- **Dataset content**

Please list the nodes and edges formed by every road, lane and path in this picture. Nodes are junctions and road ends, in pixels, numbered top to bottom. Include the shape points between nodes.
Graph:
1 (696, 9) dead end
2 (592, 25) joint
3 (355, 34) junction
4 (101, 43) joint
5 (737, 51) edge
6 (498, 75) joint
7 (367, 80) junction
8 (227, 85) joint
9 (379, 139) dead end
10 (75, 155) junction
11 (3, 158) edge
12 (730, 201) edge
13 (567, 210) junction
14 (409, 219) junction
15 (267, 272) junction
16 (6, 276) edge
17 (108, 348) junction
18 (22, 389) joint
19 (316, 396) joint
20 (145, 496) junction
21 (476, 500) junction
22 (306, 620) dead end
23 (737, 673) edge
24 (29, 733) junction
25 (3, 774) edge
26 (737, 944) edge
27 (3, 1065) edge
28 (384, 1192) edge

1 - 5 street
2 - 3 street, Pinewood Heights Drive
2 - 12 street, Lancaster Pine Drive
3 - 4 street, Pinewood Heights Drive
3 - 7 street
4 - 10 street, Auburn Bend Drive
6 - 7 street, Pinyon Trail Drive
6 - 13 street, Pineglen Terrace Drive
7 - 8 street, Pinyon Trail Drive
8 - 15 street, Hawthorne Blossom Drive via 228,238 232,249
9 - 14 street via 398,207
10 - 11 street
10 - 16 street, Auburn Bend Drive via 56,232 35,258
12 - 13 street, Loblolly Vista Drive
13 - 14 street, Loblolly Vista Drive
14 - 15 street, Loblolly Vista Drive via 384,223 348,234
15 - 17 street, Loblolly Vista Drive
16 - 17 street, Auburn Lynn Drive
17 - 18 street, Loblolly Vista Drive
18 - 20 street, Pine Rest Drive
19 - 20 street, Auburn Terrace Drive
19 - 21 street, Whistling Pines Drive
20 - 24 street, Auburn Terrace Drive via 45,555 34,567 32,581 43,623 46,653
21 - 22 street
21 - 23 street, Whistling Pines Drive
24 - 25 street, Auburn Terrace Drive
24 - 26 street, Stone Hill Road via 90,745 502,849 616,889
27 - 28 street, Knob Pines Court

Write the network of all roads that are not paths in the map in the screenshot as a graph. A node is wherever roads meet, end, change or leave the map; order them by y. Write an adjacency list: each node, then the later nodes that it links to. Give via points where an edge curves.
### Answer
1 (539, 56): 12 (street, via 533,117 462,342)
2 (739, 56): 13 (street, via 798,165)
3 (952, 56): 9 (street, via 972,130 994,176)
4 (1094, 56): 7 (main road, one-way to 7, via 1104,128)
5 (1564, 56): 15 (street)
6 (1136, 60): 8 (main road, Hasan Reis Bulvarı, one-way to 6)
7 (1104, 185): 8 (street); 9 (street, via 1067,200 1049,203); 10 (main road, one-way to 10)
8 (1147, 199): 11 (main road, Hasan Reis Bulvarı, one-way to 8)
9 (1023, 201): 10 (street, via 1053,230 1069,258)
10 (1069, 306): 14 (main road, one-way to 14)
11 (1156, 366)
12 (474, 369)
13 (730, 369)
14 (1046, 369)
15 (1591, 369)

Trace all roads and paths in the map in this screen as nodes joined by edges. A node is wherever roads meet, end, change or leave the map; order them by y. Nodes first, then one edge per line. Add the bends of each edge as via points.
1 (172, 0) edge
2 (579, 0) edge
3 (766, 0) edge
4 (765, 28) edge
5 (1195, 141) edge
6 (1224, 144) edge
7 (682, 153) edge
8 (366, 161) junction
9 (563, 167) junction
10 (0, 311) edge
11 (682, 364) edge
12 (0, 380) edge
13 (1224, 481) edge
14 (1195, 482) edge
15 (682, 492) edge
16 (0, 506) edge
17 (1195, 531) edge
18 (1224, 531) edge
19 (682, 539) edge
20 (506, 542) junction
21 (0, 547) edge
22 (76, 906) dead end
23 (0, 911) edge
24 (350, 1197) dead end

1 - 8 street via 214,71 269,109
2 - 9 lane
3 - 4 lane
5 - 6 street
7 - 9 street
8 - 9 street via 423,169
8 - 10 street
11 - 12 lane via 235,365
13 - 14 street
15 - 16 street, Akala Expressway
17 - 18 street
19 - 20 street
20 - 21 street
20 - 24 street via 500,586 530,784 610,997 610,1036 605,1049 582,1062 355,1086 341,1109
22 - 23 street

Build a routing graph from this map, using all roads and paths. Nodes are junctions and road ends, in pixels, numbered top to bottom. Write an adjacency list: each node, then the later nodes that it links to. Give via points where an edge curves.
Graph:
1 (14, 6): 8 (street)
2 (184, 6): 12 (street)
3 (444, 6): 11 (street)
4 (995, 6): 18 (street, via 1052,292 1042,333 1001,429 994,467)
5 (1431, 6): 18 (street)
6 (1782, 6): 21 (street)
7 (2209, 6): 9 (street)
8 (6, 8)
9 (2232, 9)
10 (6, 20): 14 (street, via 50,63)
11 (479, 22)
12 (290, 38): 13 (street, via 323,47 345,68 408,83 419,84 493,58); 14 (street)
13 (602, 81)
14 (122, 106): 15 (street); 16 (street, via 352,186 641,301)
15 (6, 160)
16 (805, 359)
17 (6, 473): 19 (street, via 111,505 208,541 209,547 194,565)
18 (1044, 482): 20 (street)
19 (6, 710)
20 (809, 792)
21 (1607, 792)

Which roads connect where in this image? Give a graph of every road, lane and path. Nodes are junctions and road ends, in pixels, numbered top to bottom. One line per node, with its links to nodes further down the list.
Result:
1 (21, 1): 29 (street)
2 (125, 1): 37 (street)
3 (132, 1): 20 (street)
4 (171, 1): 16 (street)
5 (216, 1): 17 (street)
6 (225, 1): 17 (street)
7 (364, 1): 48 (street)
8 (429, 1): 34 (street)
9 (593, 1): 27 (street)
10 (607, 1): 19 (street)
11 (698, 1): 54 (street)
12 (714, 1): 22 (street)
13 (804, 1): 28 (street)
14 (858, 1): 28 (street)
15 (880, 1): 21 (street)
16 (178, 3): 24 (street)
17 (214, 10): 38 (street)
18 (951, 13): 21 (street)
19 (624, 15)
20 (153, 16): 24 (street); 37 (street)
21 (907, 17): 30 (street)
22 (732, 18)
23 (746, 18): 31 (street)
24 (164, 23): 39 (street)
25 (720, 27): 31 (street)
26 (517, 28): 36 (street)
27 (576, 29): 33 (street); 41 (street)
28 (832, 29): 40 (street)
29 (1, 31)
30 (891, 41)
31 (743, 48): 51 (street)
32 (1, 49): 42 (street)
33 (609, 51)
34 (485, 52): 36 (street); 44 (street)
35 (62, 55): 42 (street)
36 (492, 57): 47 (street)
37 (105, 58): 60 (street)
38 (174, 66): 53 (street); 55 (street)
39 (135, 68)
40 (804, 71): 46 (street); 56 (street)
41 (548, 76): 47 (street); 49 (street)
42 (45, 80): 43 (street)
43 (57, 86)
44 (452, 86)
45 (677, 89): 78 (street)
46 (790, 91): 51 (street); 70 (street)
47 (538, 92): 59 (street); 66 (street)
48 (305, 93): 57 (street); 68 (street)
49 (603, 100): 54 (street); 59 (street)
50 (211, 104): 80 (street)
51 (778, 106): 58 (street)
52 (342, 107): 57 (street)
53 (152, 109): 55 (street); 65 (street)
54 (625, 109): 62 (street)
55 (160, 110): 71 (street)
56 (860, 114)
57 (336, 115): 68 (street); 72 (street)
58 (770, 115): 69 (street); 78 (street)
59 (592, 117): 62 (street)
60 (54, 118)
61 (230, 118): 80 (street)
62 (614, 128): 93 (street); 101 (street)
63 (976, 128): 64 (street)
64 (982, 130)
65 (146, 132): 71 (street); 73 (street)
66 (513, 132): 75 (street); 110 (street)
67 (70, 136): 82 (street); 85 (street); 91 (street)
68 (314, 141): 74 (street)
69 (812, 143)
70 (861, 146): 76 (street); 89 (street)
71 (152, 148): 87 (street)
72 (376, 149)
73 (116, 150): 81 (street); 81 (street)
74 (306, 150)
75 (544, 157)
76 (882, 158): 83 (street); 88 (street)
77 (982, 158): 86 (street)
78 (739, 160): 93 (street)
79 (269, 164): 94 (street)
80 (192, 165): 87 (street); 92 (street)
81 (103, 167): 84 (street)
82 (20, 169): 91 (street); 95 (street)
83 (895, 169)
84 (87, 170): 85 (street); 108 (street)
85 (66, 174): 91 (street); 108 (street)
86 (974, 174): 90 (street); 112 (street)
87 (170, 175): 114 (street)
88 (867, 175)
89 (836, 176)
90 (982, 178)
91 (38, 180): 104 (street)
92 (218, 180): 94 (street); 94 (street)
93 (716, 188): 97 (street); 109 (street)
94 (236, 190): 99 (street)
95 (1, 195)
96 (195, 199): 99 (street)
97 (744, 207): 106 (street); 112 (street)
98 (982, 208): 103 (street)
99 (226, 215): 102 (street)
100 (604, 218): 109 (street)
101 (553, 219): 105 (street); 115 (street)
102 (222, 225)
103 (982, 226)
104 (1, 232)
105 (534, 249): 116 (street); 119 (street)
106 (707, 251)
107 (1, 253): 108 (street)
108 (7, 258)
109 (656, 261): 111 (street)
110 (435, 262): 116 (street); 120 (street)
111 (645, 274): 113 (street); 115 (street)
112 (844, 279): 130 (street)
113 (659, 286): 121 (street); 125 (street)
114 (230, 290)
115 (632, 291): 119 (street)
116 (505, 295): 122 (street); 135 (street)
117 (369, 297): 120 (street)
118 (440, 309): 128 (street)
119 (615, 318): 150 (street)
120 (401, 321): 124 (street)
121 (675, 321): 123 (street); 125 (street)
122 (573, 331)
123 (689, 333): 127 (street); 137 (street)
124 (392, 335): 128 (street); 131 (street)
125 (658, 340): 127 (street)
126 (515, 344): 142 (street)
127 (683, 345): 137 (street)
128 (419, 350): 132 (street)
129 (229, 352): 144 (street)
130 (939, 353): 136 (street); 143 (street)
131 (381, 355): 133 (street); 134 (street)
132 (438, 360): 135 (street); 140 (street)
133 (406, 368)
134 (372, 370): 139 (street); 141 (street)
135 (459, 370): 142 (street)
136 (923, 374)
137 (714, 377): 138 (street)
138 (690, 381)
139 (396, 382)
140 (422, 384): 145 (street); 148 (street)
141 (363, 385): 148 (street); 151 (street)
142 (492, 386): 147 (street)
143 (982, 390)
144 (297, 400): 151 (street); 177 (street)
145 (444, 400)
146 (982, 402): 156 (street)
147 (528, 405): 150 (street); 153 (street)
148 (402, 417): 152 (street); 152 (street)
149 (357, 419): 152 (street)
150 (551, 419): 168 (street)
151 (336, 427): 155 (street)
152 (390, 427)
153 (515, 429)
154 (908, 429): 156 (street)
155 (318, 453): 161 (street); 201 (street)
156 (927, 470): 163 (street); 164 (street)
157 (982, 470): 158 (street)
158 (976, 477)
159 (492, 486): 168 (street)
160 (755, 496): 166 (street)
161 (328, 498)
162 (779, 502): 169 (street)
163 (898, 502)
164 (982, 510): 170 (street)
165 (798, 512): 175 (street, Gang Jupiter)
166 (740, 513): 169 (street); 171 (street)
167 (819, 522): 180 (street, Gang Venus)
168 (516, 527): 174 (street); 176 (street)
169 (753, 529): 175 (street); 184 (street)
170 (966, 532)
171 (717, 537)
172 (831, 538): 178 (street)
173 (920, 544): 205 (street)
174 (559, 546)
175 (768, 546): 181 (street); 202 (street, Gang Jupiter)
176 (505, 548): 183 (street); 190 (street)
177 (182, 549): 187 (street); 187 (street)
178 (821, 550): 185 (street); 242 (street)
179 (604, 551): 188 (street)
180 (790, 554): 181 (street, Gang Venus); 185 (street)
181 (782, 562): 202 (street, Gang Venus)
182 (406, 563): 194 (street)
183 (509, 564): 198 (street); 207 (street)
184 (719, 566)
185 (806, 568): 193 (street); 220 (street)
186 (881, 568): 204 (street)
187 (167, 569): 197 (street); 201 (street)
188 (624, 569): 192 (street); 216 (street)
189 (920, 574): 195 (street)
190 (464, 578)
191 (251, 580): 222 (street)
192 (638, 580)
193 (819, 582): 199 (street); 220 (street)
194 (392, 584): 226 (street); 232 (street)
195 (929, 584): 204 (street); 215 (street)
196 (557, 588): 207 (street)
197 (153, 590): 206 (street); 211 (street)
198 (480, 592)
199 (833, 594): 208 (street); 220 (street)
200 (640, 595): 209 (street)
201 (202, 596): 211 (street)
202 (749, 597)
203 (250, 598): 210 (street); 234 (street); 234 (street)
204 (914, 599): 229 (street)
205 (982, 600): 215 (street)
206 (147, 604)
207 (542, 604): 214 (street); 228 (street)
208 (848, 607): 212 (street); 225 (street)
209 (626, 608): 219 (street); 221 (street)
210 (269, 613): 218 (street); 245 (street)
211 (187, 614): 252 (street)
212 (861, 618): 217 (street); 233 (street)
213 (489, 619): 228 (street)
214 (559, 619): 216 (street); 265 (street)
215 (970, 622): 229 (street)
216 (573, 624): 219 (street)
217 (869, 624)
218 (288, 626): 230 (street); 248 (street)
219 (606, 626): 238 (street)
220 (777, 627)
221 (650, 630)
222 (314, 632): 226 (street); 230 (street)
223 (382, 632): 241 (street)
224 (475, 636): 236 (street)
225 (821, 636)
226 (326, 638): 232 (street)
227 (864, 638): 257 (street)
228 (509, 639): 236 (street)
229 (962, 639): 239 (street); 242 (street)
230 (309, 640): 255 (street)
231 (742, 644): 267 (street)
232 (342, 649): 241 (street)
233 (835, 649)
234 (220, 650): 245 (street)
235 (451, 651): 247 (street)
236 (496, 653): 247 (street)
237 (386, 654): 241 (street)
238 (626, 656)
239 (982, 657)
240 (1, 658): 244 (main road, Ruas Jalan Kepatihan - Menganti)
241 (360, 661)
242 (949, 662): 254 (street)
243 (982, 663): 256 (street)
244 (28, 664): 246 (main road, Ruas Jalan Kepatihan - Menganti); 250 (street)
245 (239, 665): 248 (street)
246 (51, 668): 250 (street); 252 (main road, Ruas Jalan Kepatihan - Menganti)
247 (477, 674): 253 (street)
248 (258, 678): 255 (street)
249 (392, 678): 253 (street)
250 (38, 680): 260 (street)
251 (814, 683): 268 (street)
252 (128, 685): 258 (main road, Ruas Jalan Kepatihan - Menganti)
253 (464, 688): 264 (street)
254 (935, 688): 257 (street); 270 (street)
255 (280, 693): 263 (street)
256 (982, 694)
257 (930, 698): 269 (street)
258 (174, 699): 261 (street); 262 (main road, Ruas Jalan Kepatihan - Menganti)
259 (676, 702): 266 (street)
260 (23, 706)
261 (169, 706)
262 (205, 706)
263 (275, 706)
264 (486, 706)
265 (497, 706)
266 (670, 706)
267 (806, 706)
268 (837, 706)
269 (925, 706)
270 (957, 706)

- **Instructions for the task**
Could you find every line in the records above that has the string "this" and copy it?

- **Answer box**
Please list the nodes and edges formed by every road, lane and path in this picture. Nodes are junctions and road ends, in pixels, numbered top to bottom. Include the shape points between nodes.
Trace all roads and paths in the map in this screen as nodes joined by edges. A node is wherever roads meet, end, change or leave the map; order them by y. Nodes first, then one edge per line. Add the bends of each edge as via points.
Build a routing graph from this map, using all roads and paths. Nodes are junctions and road ends, in pixels, numbered top to bottom. Write an adjacency list: each node, then the later nodes that it links to. Give via points where an edge curves.
Which roads connect where in this image? Give a graph of every road, lane and path. Nodes are junctions and road ends, in pixels, numbered top to bottom. One line per node, with its links to nodes further down the list.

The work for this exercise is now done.